■ **Problem requirements**: No output is needed beyond the number of lines in the listing that contain the word "ALECRINS".

*** Exercise data Section Begins ***

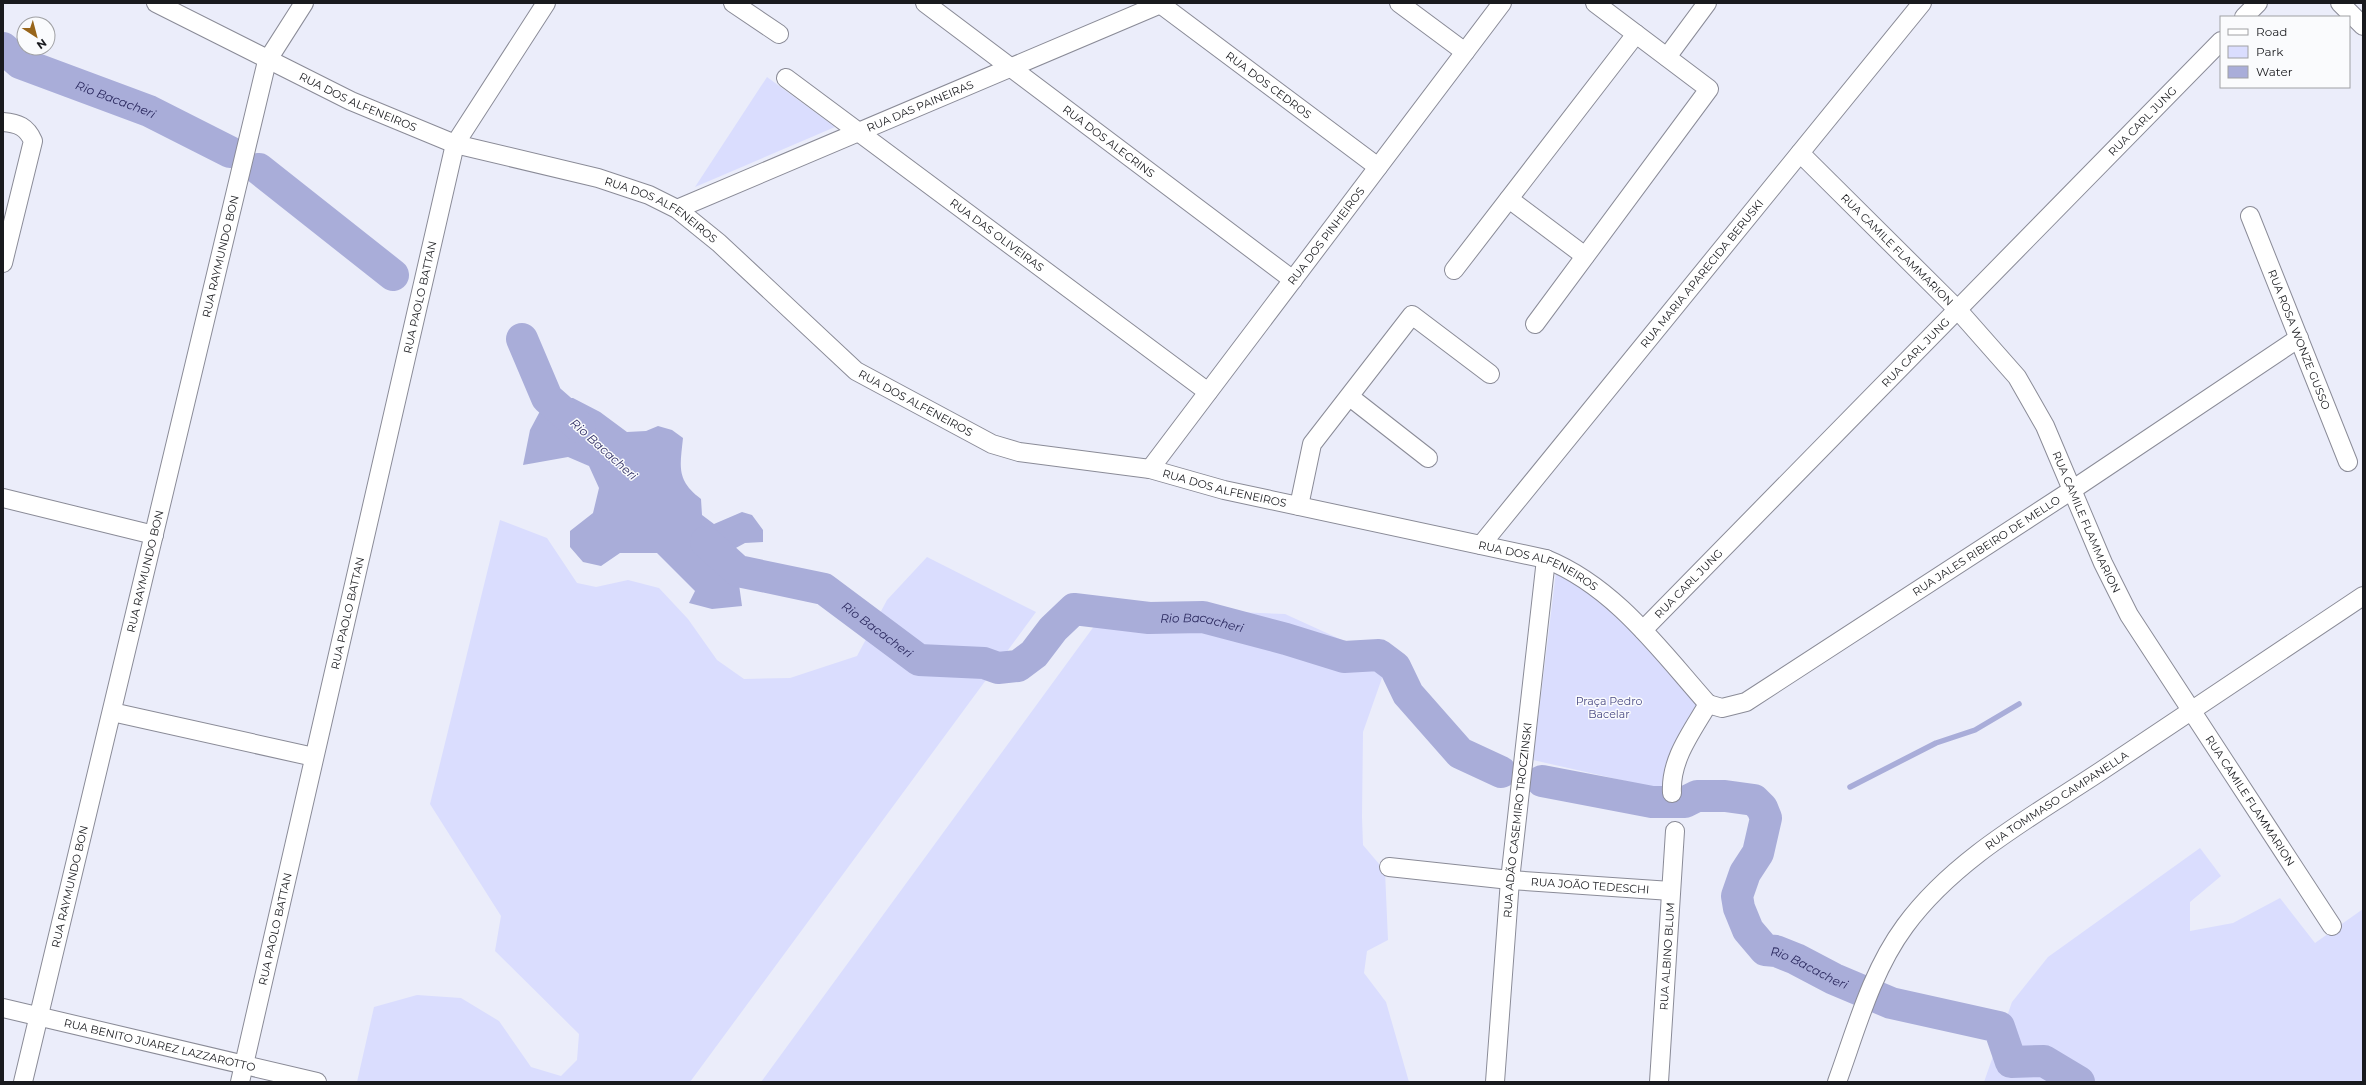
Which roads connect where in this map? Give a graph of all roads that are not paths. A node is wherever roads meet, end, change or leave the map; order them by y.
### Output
1 (156, 3) edge
2 (304, 3) edge
3 (546, 3) edge
4 (733, 3) edge
5 (925, 3) edge
6 (1161, 3) edge
7 (1399, 3) edge
8 (1502, 3) edge
9 (1595, 3) edge
10 (1707, 3) edge
11 (1922, 3) edge
12 (2258, 3) edge
13 (2340, 3) edge
14 (2245, 16) edge
15 (2363, 26) edge
16 (779, 34) dead end
17 (1636, 34) junction
18 (2220, 41) edge
19 (1465, 52) junction
20 (1667, 57) junction
21 (267, 61) junction
22 (1011, 68) junction
23 (786, 78) dead end
24 (3, 122) edge
25 (859, 132) junction
26 (455, 144) junction
27 (1800, 152) junction
28 (1378, 167) junction
29 (1509, 199) junction
30 (677, 209) junction
31 (2250, 216) dead end
32 (1585, 256) junction
33 (3, 263) edge
34 (1454, 270) dead end
35 (1293, 280) junction
36 (1957, 310) junction
37 (1535, 324) dead end
38 (2298, 338) junction
39 (1490, 374) dead end
40 (1208, 392) junction
41 (1350, 397) junction
42 (1428, 458) dead end
43 (2348, 462) dead end
44 (1150, 468) junction
45 (2072, 490) junction
46 (3, 498) edge
47 (1299, 506) junction
48 (154, 535) junction
49 (1481, 545) junction
50 (1546, 559) junction
51 (2363, 596) edge
52 (1643, 630) junction
53 (1708, 704) junction
54 (112, 712) junction
55 (2190, 712) junction
56 (314, 757) junction
57 (1672, 793) dead end
58 (1675, 831) dead end
59 (1390, 867) dead end
60 (1510, 880) junction
61 (1671, 890) junction
62 (2332, 926) dead end
63 (3, 1008) edge
64 (39, 1016) junction
65 (244, 1065) junction
66 (23, 1082) edge
67 (240, 1082) edge
68 (317, 1082) edge
69 (1495, 1082) edge
70 (1659, 1082) edge
71 (1837, 1082) edge

1 - 21 street, RUA DOS ALFENEIROS
2 - 21 street, RUA RAYMUNDO BON
3 - 26 street, RUA PAOLO BATTAN
4 - 16 street
5 - 22 street, RUA DOS ALECRINS
6 - 22 street, RUA DAS PAINEIRAS
6 - 28 street, RUA DOS CEDROS
7 - 19 street
8 - 19 street, RUA DOS PINHEIROS
9 - 17 street
10 - 20 street
11 - 27 street, RUA MARIA APARECIDA BERUSKI
12 - 14 street
13 - 15 street
17 - 20 street
17 - 29 street
18 - 36 street, RUA CARL JUNG
19 - 28 street, RUA DOS PINHEIROS
20 - 32 street
21 - 26 street, RUA DOS ALFENEIROS
21 - 48 street, RUA RAYMUNDO BON
22 - 25 street, RUA DAS PAINEIRAS
22 - 35 street, RUA DOS ALECRINS
23 - 25 street, RUA DAS OLIVEIRAS
24 - 33 street
25 - 30 street, RUA DAS PAINEIRAS
25 - 40 street, RUA DAS OLIVEIRAS
26 - 30 street, RUA DOS ALFENEIROS
26 - 56 street, RUA PAOLO BATTAN
27 - 36 street, RUA CAMILE FLAMMARION
27 - 49 street, RUA MARIA APARECIDA BERUSKI
28 - 35 street, RUA DOS PINHEIROS
29 - 32 street
29 - 34 street
30 - 44 street, RUA DOS ALFENEIROS
31 - 38 street, RUA ROSA WONZE GUSSO
32 - 37 street
35 - 40 street, RUA DOS PINHEIROS
36 - 45 street, RUA CAMILE FLAMMARION
36 - 52 street, RUA CARL JUNG
38 - 43 street, RUA ROSA WONZE GUSSO
38 - 45 street, RUA JALES RIBEIRO DE MELLO
39 - 41 street
40 - 44 street, RUA DOS PINHEIROS
41 - 42 street
41 - 47 street
44 - 47 street, RUA DOS ALFENEIROS
45 - 53 street, RUA JALES RIBEIRO DE MELLO
45 - 55 street, RUA CAMILE FLAMMARION
46 - 48 street
47 - 49 street, RUA DOS ALFENEIROS
48 - 54 street, RUA RAYMUNDO BON
49 - 50 street, RUA DOS ALFENEIROS
50 - 52 street, RUA DOS ALFENEIROS
50 - 60 street, RUA ADÃO CASEMIRO TROCZINSKI
51 - 55 street, RUA TOMMASO CAMPANELLA
52 - 53 street, RUA DOS ALFENEIROS
53 - 57 street
54 - 56 street
54 - 64 street, RUA RAYMUNDO BON
55 - 62 street, RUA CAMILE FLAMMARION
55 - 71 street, RUA TOMMASO CAMPANELLA
56 - 65 street, RUA PAOLO BATTAN
58 - 61 street, RUA ALBINO BLUM
59 - 60 street, RUA JOÃO TEDESCHI
60 - 61 street, RUA JOÃO TEDESCHI
60 - 69 street, RUA ADÃO CASEMIRO TROCZINSKI
61 - 70 street, RUA ALBINO BLUM
63 - 64 street, RUA BENITO JUAREZ LAZZAROTTO
64 - 65 street, RUA BENITO JUAREZ LAZZAROTTO
64 - 66 street, RUA RAYMUNDO BON
65 - 67 street, RUA PAOLO BATTAN
65 - 68 street, RUA BENITO JUAREZ LAZZAROTTO

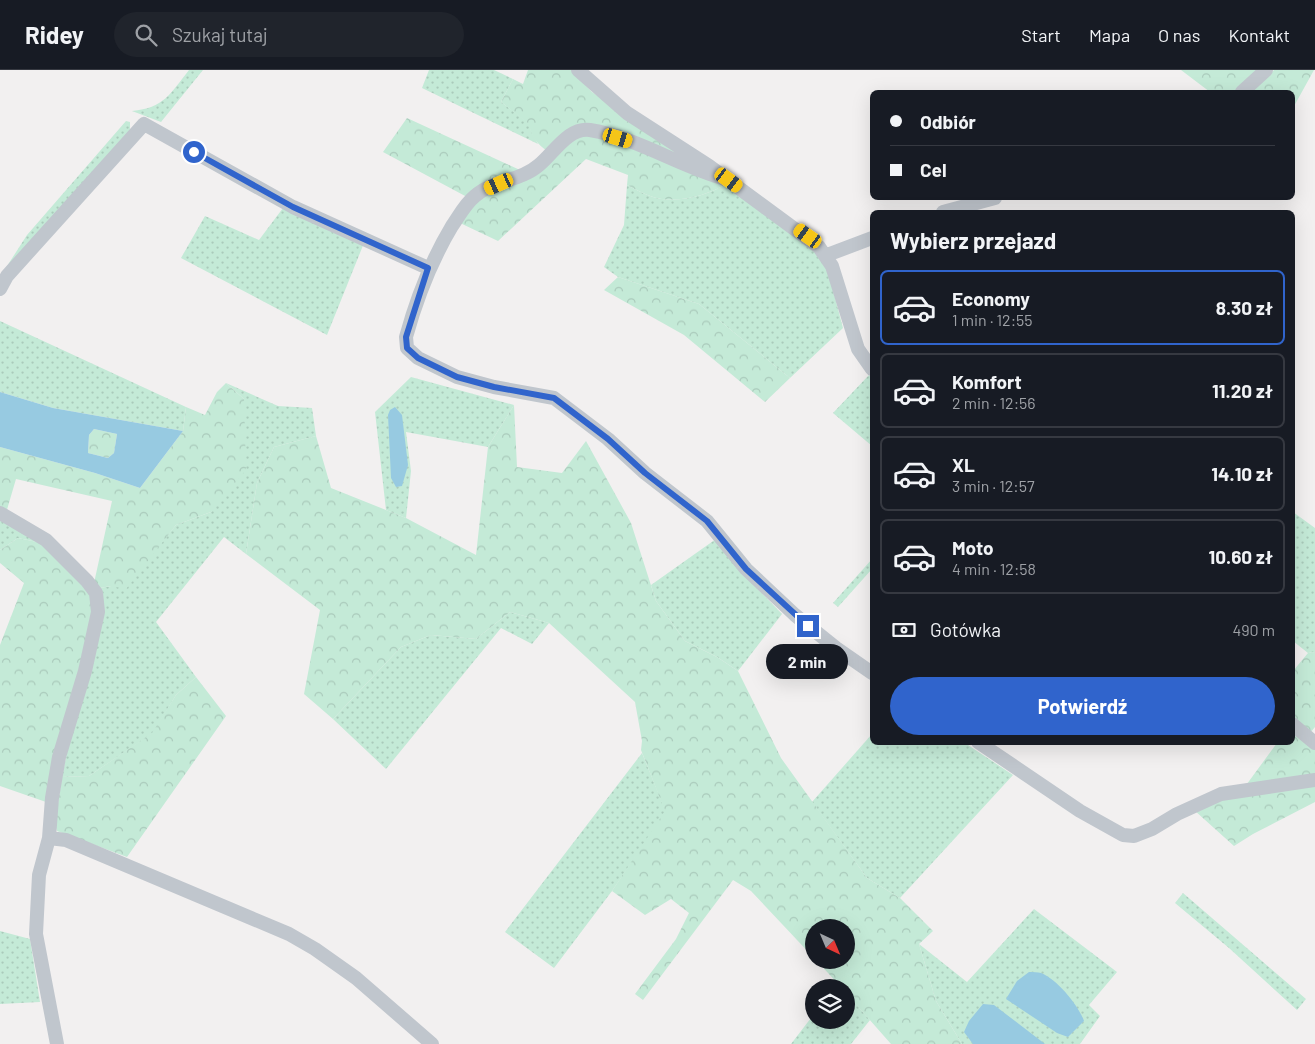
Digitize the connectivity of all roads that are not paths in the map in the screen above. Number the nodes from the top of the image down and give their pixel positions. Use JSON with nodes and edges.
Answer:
{"nodes":[{"id":1,"x":578,"y":70,"type":"edge"},
{"id":2,"x":1266,"y":70,"type":"edge"},
{"id":3,"x":1244,"y":90,"type":"edge"},
{"id":4,"x":729,"y":180,"type":"junction"},
{"id":5,"x":988,"y":200,"type":"edge"},
{"id":6,"x":950,"y":210,"type":"edge"},
{"id":7,"x":870,"y":239,"type":"edge"},
{"id":8,"x":827,"y":255,"type":"junction"},
{"id":9,"x":428,"y":268,"type":"junction"},
{"id":10,"x":0,"y":289,"type":"edge"},
{"id":11,"x":870,"y":366,"type":"edge"},
{"id":12,"x":0,"y":513,"type":"edge"},
{"id":13,"x":870,"y":672,"type":"edge"},
{"id":14,"x":1295,"y":726,"type":"edge"},
{"id":15,"x":1315,"y":743,"type":"edge"},
{"id":16,"x":982,"y":745,"type":"edge"},
{"id":17,"x":1315,"y":780,"type":"edge"},
{"id":18,"x":50,"y":838,"type":"junction"},
{"id":19,"x":57,"y":1044,"type":"edge"},
{"id":20,"x":432,"y":1044,"type":"edge"}],
"edges":[{"from":1,"to":4,"type":"street"},
{"from":2,"to":3,"type":"street"},
{"from":4,"to":8,"type":"street"},
{"from":4,"to":9,"type":"street"},
{"from":5,"to":6,"type":"street"},
{"from":7,"to":8,"type":"street"},
{"from":8,"to":11,"type":"street"},
{"from":9,"to":10,"type":"street"},
{"from":9,"to":13,"type":"street"},
{"from":12,"to":18,"type":"street"},
{"from":14,"to":15,"type":"street"},
{"from":16,"to":17,"type":"street"},
{"from":18,"to":19,"type":"street"},
{"from":18,"to":20,"type":"street"}]}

*** Exercise data Section Ends ***

■ **Reply**: 2